Dataset records Block Start

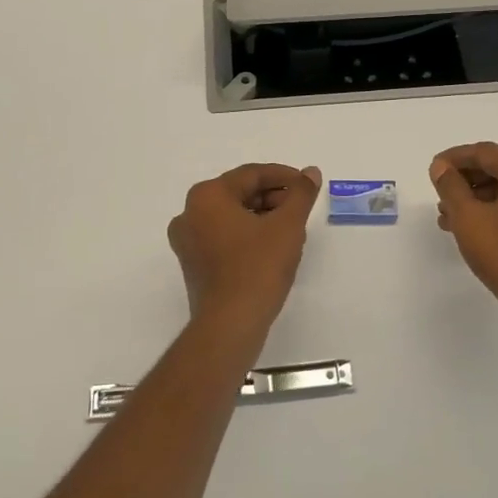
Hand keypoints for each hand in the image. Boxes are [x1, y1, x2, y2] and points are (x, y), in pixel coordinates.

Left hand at [168, 163, 322, 337]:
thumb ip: (301, 194)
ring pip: (231, 216)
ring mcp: (187, 241)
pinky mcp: (193, 264)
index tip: (307, 185)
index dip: (284, 177)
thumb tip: (310, 172)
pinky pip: (223, 236)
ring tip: (291, 228)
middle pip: (239, 193)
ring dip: (261, 216)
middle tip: (300, 207)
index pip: (251, 174)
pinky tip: (271, 246)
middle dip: (273, 197)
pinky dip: (247, 234)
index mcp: (207, 196)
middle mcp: (189, 213)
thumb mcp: (287, 225)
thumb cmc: (258, 267)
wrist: (230, 324)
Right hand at [430, 142, 497, 334]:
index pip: (484, 153)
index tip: (432, 171)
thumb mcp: (468, 217)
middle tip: (438, 197)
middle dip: (463, 182)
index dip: (453, 159)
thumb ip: (450, 186)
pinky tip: (471, 228)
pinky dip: (493, 211)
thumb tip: (440, 167)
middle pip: (496, 169)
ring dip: (475, 199)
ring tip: (448, 218)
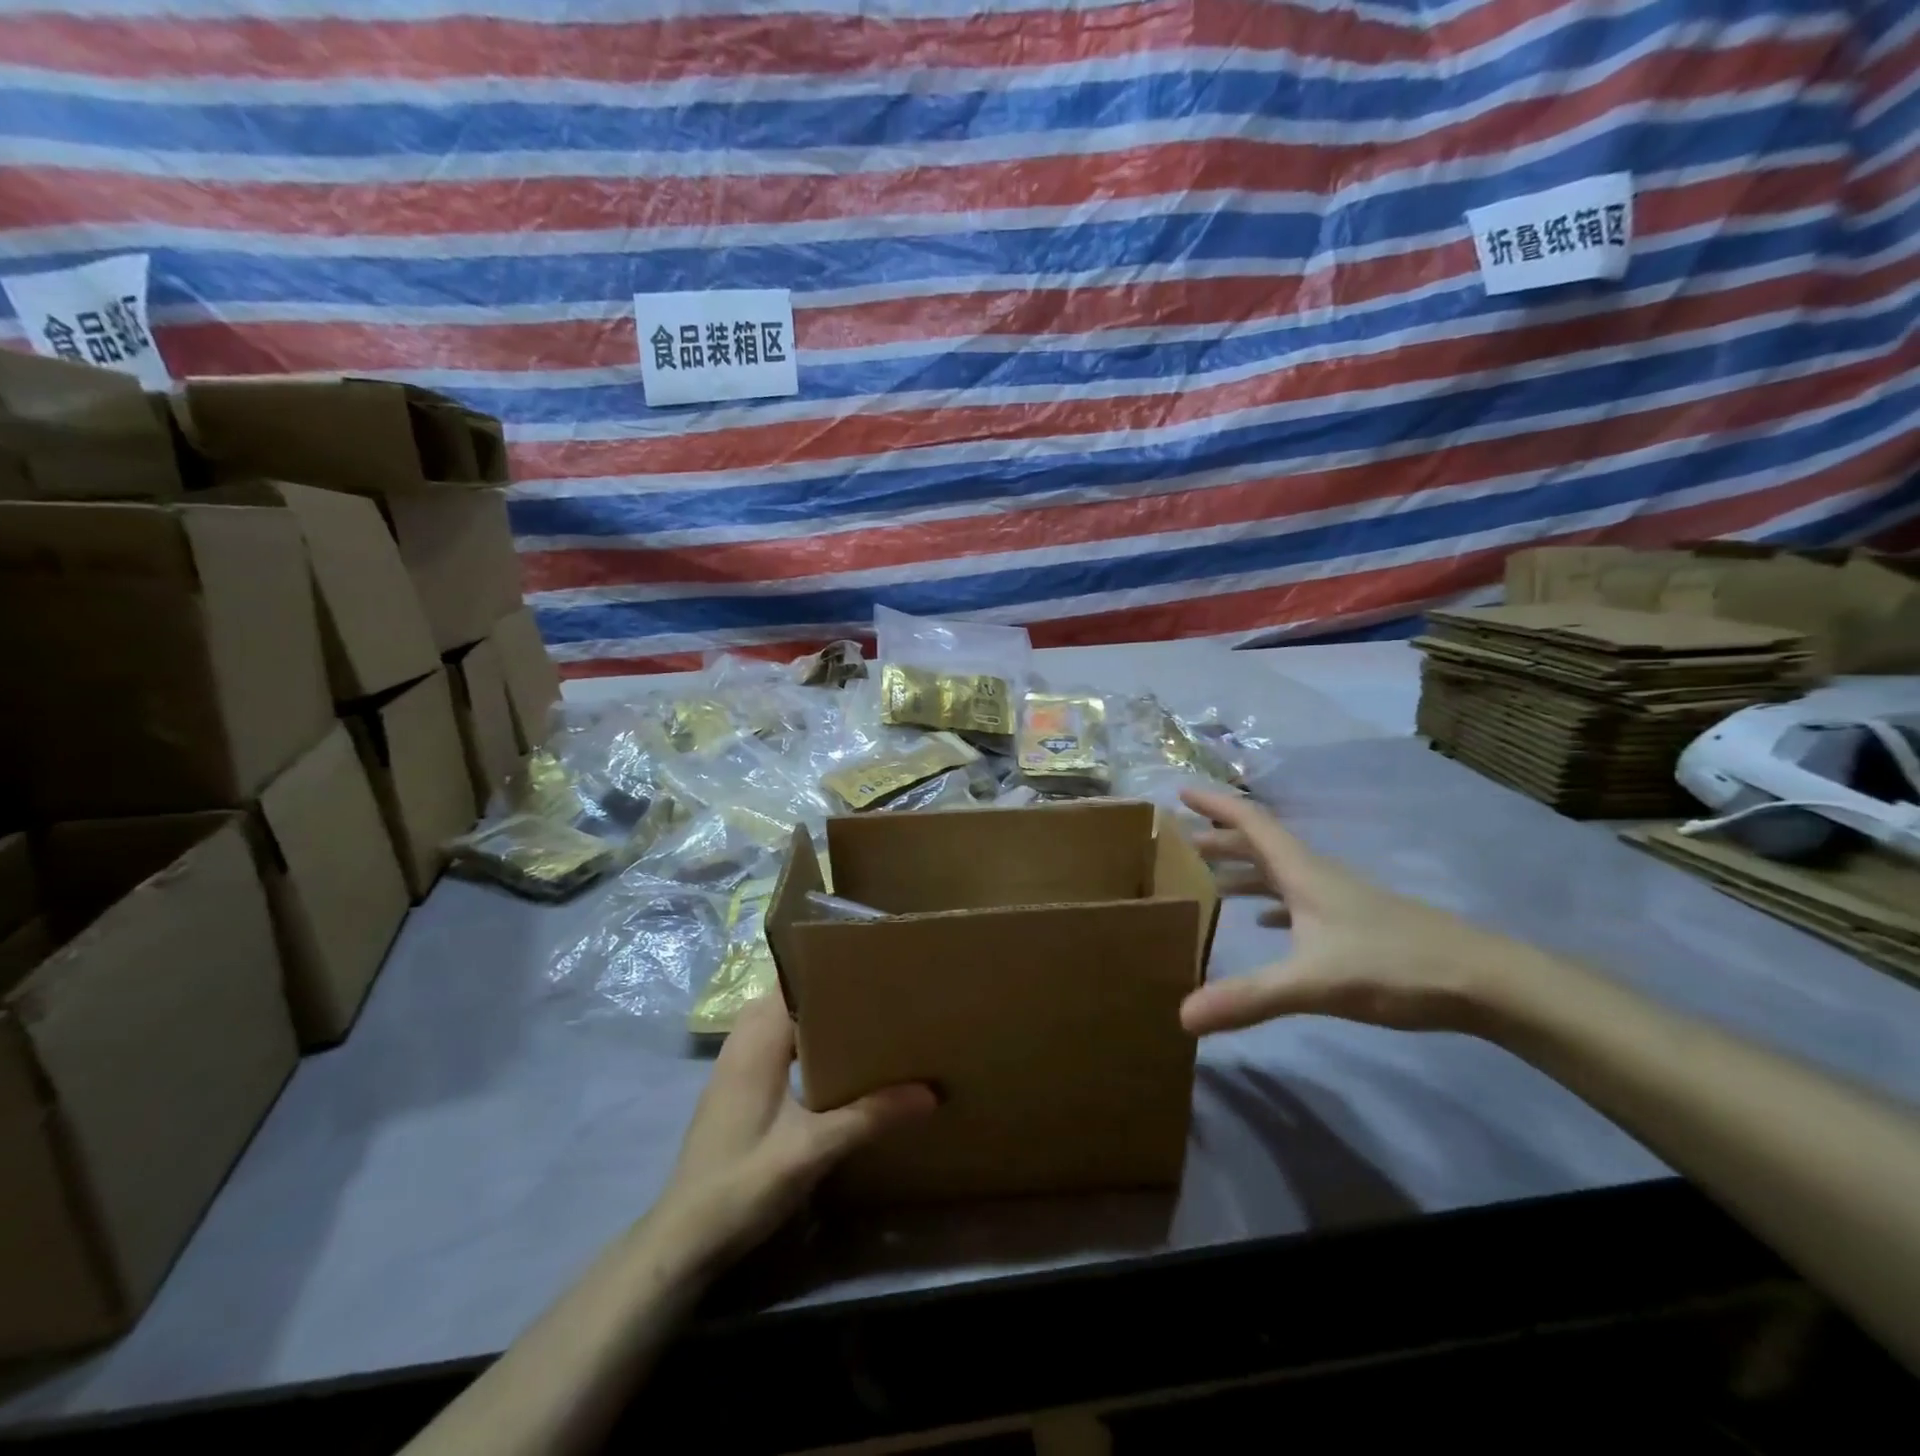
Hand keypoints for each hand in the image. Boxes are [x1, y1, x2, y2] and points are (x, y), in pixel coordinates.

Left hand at [650, 995, 935, 1272]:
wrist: (684, 1239)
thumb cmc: (744, 1184)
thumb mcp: (814, 1150)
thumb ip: (869, 1116)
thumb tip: (929, 1092)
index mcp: (756, 1042)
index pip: (792, 982)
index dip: (828, 968)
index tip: (871, 964)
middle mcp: (741, 1043)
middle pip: (785, 996)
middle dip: (826, 990)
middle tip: (874, 989)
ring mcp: (732, 1066)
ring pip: (775, 1019)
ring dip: (811, 1015)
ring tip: (859, 1017)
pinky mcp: (733, 1088)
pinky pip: (769, 1041)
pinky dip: (797, 1037)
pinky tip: (828, 1061)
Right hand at [1179, 787, 1543, 1036]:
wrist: (1483, 982)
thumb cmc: (1392, 964)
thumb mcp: (1312, 982)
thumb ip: (1248, 997)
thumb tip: (1181, 1016)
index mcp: (1302, 872)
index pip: (1251, 823)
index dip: (1215, 804)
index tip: (1180, 790)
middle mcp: (1317, 876)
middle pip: (1260, 845)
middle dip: (1219, 839)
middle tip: (1180, 841)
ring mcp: (1339, 900)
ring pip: (1279, 873)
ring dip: (1242, 870)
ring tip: (1208, 879)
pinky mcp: (1356, 925)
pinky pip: (1298, 901)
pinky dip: (1270, 903)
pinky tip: (1261, 922)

Dataset records Block End

**What you have to do**
Pictures stay out, but every record above is to be returned exactly.

**Exercise output**
Hand keypoints for each hand in the image. Boxes are [x1, y1, x2, y2] and points are (x, y), in pixel coordinates.

Left hand at [168, 163, 322, 337]:
thumb ip: (301, 194)
ring pip: (231, 216)
ring mcp: (187, 241)
pinky mcp: (193, 264)
index tip: (307, 185)
index dip: (284, 177)
thumb tip: (310, 172)
pinky pip: (223, 236)
ring tip: (291, 228)
middle pip: (239, 193)
ring dip: (261, 216)
middle tip: (300, 207)
index pip: (251, 174)
pinky tip: (271, 246)
middle dip: (273, 197)
pinky dip: (247, 234)
index mcp: (207, 196)
middle mcp: (189, 213)
thumb mcp: (287, 225)
thumb cmc: (258, 267)
wrist: (230, 324)
Right hand at [430, 142, 497, 334]:
index pip: (484, 153)
index tip: (432, 171)
thumb mcp: (468, 217)
middle tip: (438, 197)
middle dip: (463, 182)
index dip: (453, 159)
thumb ip: (450, 186)
pinky tip: (471, 228)
pinky dip: (493, 211)
thumb tip: (440, 167)
middle pip: (496, 169)
ring dip: (475, 199)
ring tip: (448, 218)
Hand keypoints for each hand in the image. Boxes are [x1, y1, x2, y2] and points are (x, y), in pixel coordinates.

Left hand at [650, 995, 935, 1272]:
wrist: (684, 1239)
thumb cmc: (744, 1184)
thumb mcp: (814, 1150)
thumb ip: (869, 1116)
thumb tip: (929, 1092)
index mcp: (756, 1042)
index pip: (792, 982)
index dip: (828, 968)
index tip: (871, 964)
middle mcp: (741, 1043)
middle pip: (785, 996)
middle dip: (826, 990)
middle tip: (874, 989)
ring mcp: (732, 1066)
ring pip: (775, 1019)
ring dip: (811, 1015)
ring tip: (859, 1017)
pinky mcp: (733, 1088)
pinky pip: (769, 1041)
pinky dip: (797, 1037)
pinky tip: (828, 1061)
Right hand at [1179, 787, 1543, 1036]:
wrist: (1483, 982)
thumb cmc: (1392, 964)
thumb mcp: (1312, 982)
thumb ip: (1248, 997)
thumb tip: (1181, 1016)
index mcp: (1302, 872)
index pip: (1251, 823)
index dip: (1215, 804)
index tip: (1180, 790)
middle mcp: (1317, 876)
middle pip: (1260, 845)
middle dip: (1219, 839)
middle tip: (1180, 841)
ring mcp: (1339, 900)
ring pip: (1279, 873)
ring dip: (1242, 870)
ring tip: (1208, 879)
pinky mcp: (1356, 925)
pinky pip: (1298, 901)
pinky dip: (1270, 903)
pinky tip: (1261, 922)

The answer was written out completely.